▸ **REQUIRED ACTION**
Which lines of the data contain the string "pixel"? Copy every one of them.

─── AVAILABLE DATA ───

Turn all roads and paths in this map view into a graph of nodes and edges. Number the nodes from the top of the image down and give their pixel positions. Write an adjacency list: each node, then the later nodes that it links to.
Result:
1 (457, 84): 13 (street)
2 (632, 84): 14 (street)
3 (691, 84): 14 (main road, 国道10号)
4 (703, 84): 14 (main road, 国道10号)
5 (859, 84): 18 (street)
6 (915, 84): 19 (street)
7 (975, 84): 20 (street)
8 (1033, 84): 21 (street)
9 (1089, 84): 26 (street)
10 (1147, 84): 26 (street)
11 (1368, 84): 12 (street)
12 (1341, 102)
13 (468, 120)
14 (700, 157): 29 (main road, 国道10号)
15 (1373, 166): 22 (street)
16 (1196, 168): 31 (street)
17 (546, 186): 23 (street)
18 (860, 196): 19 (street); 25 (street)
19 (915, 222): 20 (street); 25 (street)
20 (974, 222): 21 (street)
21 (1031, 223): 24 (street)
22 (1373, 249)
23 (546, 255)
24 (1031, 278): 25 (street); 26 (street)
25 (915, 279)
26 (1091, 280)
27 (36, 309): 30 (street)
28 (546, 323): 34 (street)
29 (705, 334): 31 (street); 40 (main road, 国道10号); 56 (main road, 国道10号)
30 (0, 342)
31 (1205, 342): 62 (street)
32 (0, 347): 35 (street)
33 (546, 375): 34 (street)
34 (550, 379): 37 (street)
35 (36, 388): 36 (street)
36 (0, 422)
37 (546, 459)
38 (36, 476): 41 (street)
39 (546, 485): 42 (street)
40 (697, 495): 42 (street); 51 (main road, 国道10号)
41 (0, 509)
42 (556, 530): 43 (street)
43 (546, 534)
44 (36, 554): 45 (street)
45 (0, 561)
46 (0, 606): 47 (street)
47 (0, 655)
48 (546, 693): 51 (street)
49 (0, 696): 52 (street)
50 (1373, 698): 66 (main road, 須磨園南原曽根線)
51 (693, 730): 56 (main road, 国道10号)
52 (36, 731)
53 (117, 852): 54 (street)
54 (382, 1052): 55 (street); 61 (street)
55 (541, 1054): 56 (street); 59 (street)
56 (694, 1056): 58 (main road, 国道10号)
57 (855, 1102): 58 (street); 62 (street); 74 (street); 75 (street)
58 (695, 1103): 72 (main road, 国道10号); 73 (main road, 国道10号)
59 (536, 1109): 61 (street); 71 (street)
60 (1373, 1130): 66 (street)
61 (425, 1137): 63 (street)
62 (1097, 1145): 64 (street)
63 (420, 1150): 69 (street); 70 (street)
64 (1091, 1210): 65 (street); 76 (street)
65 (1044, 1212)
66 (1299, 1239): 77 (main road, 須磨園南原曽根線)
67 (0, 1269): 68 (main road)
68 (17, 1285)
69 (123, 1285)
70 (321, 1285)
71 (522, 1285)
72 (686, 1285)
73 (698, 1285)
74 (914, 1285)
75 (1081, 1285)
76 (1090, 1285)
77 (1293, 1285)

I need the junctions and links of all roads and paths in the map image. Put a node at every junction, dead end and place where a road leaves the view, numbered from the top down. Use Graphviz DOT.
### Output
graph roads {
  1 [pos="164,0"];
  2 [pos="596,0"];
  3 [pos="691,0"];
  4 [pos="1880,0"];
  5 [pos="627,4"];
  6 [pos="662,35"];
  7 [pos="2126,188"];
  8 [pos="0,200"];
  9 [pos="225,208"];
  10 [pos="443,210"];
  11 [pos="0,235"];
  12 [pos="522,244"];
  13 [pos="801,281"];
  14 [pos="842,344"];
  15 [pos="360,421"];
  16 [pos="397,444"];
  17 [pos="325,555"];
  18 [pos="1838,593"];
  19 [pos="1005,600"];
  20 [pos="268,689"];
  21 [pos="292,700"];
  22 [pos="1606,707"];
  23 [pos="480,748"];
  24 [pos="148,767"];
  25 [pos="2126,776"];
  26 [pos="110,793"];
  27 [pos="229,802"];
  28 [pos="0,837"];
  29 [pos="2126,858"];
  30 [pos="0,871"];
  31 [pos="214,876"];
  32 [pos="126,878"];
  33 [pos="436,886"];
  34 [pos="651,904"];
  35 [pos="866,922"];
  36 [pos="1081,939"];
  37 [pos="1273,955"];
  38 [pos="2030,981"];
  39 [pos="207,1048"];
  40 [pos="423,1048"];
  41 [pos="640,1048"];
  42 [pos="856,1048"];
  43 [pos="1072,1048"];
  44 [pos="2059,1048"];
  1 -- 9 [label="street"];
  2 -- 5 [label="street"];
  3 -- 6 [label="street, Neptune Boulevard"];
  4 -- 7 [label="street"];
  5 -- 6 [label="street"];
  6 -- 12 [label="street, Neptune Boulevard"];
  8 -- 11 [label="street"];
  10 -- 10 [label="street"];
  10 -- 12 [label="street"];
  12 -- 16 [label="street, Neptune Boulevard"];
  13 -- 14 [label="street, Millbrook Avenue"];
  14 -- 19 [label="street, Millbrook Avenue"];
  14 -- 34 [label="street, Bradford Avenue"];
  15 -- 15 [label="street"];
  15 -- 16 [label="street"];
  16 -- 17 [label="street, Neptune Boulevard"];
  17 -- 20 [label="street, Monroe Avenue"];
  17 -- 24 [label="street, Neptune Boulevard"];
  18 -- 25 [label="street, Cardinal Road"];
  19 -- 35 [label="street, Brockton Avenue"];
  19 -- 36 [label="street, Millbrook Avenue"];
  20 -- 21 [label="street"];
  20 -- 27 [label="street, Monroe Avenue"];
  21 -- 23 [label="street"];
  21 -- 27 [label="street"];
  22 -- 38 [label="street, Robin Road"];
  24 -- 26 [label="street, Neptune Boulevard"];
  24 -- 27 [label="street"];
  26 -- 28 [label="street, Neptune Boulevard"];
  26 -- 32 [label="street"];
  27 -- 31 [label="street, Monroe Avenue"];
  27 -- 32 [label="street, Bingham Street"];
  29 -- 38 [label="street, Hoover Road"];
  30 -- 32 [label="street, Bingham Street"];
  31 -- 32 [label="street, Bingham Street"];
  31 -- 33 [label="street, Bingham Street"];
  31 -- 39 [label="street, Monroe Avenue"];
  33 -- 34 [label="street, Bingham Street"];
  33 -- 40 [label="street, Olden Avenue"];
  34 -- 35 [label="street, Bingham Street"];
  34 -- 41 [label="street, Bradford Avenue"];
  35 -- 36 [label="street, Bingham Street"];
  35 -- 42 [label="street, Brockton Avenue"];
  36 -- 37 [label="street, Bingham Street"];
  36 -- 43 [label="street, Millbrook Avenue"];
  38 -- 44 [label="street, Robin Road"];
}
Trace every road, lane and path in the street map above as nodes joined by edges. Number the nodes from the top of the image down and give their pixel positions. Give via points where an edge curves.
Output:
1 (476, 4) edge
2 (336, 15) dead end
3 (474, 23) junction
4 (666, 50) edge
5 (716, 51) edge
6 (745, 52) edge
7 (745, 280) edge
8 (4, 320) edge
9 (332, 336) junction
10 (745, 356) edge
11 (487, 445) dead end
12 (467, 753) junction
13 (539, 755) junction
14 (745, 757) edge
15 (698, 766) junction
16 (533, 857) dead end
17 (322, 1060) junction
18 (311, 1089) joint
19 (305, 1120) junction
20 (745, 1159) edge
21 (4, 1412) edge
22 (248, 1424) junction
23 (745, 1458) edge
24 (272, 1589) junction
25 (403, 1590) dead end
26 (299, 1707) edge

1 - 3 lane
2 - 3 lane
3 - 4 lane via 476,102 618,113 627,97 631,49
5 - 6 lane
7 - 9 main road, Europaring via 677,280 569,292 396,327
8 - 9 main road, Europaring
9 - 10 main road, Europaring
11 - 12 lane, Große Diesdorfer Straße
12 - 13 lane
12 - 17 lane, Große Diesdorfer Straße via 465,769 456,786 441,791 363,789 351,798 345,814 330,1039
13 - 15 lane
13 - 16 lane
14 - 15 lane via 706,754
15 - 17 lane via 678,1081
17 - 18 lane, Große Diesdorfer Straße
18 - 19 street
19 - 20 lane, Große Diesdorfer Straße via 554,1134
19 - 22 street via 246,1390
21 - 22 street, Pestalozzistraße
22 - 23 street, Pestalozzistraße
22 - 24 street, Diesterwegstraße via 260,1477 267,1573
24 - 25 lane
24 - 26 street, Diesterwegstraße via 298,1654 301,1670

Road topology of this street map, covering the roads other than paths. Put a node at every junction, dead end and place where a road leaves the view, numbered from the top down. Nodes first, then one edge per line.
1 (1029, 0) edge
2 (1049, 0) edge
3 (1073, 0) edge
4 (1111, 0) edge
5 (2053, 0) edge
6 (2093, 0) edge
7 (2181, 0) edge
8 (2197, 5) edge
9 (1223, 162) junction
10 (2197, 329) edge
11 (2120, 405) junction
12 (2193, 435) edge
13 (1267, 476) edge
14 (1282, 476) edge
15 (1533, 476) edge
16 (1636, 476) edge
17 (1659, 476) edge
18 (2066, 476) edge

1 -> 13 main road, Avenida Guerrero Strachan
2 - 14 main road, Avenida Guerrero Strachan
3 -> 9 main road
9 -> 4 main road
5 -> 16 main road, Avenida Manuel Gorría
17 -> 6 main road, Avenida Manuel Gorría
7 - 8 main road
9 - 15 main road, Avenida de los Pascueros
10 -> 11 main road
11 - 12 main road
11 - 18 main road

───

▸ **WRITTEN RESPONSE**
Turn all roads and paths in this map view into a graph of nodes and edges. Number the nodes from the top of the image down and give their pixel positions. Write an adjacency list: each node, then the later nodes that it links to.
Trace every road, lane and path in the street map above as nodes joined by edges. Number the nodes from the top of the image down and give their pixel positions. Give via points where an edge curves.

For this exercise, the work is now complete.